College of Charleston’s plan to help students get tech jobs: Move the employers next door | Business

Sebastian Van Delden has booked up his new office space with some of the biggest names in Charleston business, luring them with waterfront views and access to sought-after talent.

He isn’t sure how the space will be used. Neither do his tenants, exactly.

Van Delden, chair of the College of Charleston’s computer science department, says that’s the point: He didn’t tell companies how to use the space. He just wants to keep them nearby, close enough that they might bump into students and help them land jobs.

“All the pieces are now in place,” he says. “Now we see what happens.”

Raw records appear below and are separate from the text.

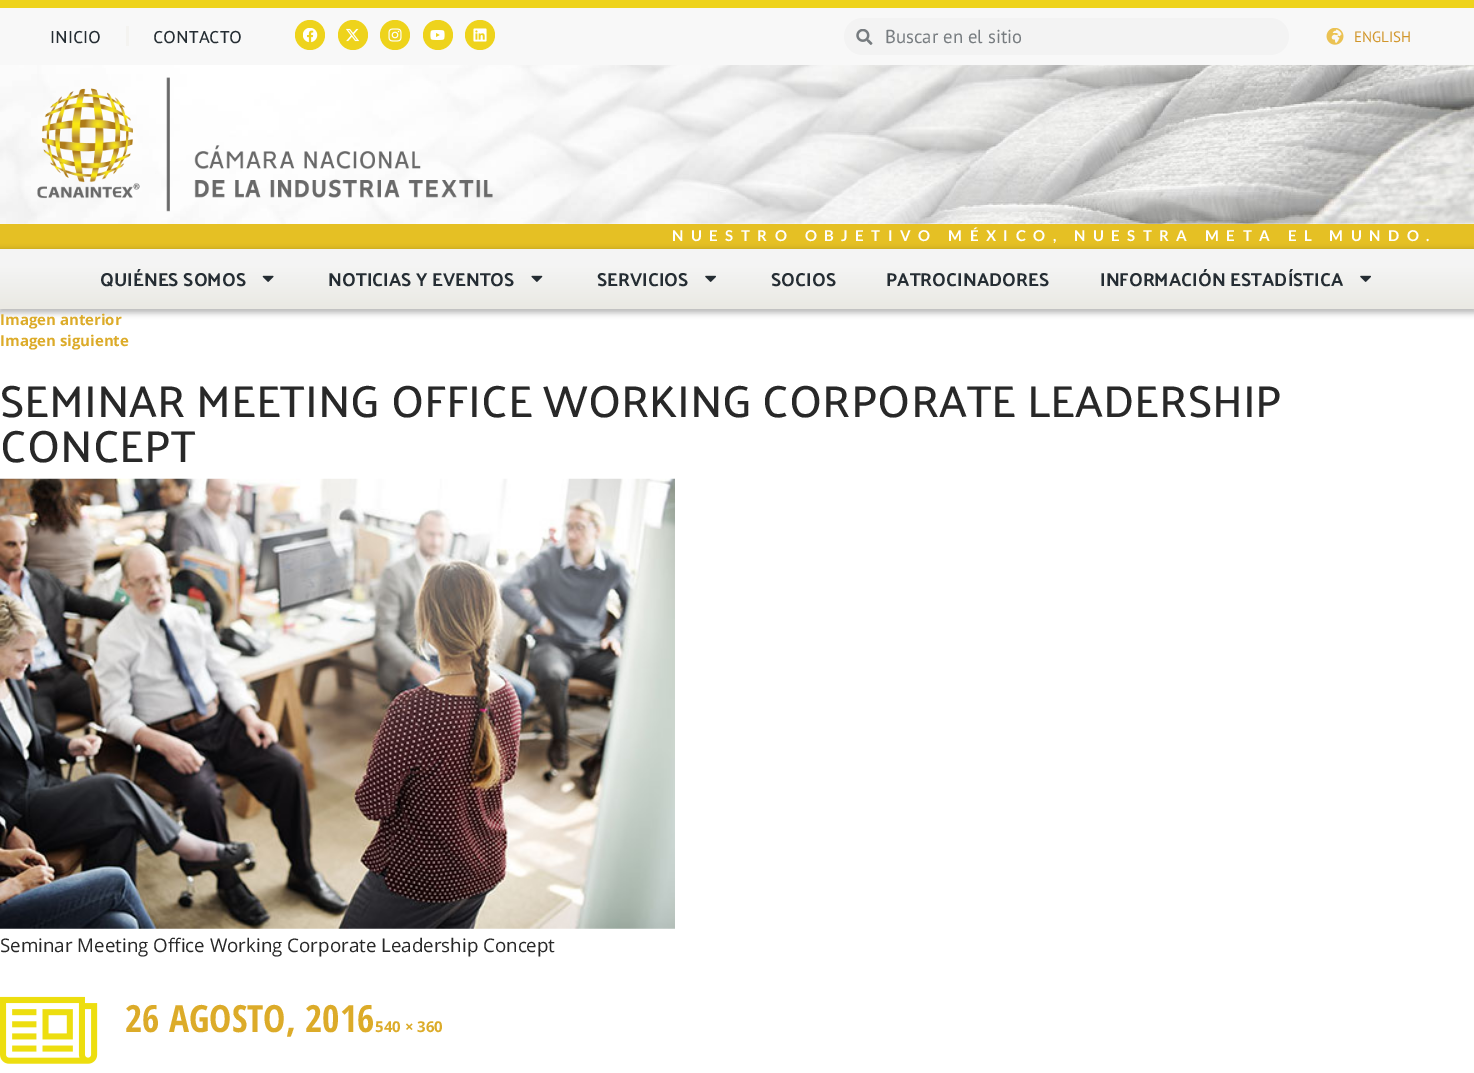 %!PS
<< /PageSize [1474 1073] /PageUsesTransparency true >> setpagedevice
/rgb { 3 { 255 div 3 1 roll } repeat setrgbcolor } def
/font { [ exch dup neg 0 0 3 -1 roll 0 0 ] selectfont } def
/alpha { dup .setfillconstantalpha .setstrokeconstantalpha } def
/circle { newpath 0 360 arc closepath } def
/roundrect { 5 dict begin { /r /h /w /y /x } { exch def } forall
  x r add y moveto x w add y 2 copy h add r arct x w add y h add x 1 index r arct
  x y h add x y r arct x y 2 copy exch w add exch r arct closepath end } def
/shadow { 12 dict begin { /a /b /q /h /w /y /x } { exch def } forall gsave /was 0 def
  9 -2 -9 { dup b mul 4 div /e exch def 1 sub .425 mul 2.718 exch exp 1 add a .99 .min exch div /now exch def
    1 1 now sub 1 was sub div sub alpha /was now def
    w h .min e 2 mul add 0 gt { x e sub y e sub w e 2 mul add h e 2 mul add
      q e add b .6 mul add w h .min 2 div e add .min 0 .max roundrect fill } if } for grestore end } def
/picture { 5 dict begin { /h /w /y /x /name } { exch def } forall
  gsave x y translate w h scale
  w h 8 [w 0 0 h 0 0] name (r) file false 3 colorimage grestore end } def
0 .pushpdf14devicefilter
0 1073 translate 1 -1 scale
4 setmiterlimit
255 255 255 rgb
0 0 1474 1073 rectfill
[
  [0 0 1474 8 238 211 28]
  [0 8 1474 57 248 248 248]
  [126 26 3 20 244 243 240]
] { aload pop rgb rectfill } forall
238 211 28 rgb
310 35 15 circle fill
(img/1.rgb) 303 28 15 15 picture
353 35 15 circle fill
(img/2.rgb) 346 28 14 14 picture
395 35 15 circle fill
(img/3.rgb) 388 28 14 14 picture
438 35 15 circle fill
(img/4.rgb) 430 30 15 10 picture
480 35 15 circle fill
(img/5.rgb) 473 28 14 14 picture
243 243 243 rgb
844 18 445 37 18.5 roundrect fill
(img/6.rgb) 856 29 17 16 picture
(img/7.rgb) 1326 28 18 17 picture
(img/8.rgb) 0 65 1474 159 picture
(img/9.rgb) 37 77 456 135 picture
229 192 36 rgb
0 224 1474 25 rectfill
0 0 0 rgb
-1 250 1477 63 0 3 0.27 shadow
gsave 0 249 moveto 1474 249 lineto 1474 309 lineto 0 309 lineto closepath clip newpath
<< /ShadingType 2 /ColorSpace /DeviceRGB /Coords [738 249 738 309] /Extend [true true] /Function << /FunctionType 3 /Domain [0 1] /Functions [<< /FunctionType 2 /Domain [0 1] /C0 [0.957 0.957 0.957] /C1 [0.957 0.957 0.957] /N 1 >> << /FunctionType 2 /Domain [0 1] /C0 [0.957 0.957 0.957] /C1 [0.918 0.914 0.89] /N 1 >>] /Bounds [0.28] /Encode [0 1 0 1] >> >> shfill grestore
(img/10.rgb) 262 275 12 7 picture
(img/11.rgb) 531 275 12 7 picture
(img/12.rgb) 705 275 11 7 picture
(img/12.rgb) 1360 275 11 7 picture
(img/13.rgb) 0 478 675 451 picture
(img/14.rgb) 0 996 98 68 picture
/Palanquin-Medium 17.5 font
37 45 51 rgb
50 43 moveto (INICIO) show
153 43 moveto (CONTACTO) show
/PTSans-Regular 18.75 font
119 124 128 rgb
885 43 moveto (Buscar en el sitio) show
/PTSans-Regular 15 font
209 150 43 rgb
1354 42 moveto (ENGLISH) show
/Lato-Bold 15 font
255 255 255 rgb
672 241 moveto 7.5 0 (NUESTRO OBJETIVO MÉXICO, NUESTRA META EL MUNDO.) ashow
/Palanquin-Bold 18.75 font
37 45 51 rgb
[
  [(QUIÉNES SOMOS) 100 286]
  [(NOTICIAS Y EVENTOS) 328 286]
  [(SERVICIOS) 597 286]
  [(SOCIOS) 771 286]
  [(PATROCINADORES) 886 286]
  [(INFORMACIÓN ESTADÍSTICA) 1100 286]
] { aload pop moveto show } forall
/OpenSans-Bold 15 font
220 171 41 rgb
0 325 moveto (Imagen anterior) show
0 346 moveto (Imagen siguiente) show
/Palanquin-Medium 45 font
40 40 40 rgb
0 417 moveto (SEMINAR MEETING OFFICE WORKING CORPORATE LEADERSHIP) show
0 462 moveto (CONCEPT) show
/OpenSans-Regular 18.75 font
0 952 moveto (Seminar Meeting Office Working Corporate Leadership Concept) show
/OpenSansCondensed-Bold 37.5 font
220 171 41 rgb
125 1032 moveto (26 AGOSTO, 2016) show
/OpenSans-Bold 15 font
375 1032 moveto (540 × 360) show
.poppdf14devicefilter showpage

The office is being shared by some of Charleston’s largest technology employers — Benefitfocus Inc., Boeing Co., Robert Bosch, Booz Allen Hamilton and Mercedes-Benz — and it’s relatively small. Each company will get a table in a communal workspace next to a student center for the computer science department.

The effort is part of an expansion effort for the fast-growing department, which has seen its enrollment swell in recent years. The college leased extra space this year next to its offices and classrooms, which sit beside the South Carolina Aquarium on the Charleston Harbor.

The roughly $100,000-a-year extension opened a few new possibilities for the college, Van Delden says. It added a lounge for students to work and a workshop fitted with 3D printers and a robotic arm they can program. The partner companies will cover their portion of the rent.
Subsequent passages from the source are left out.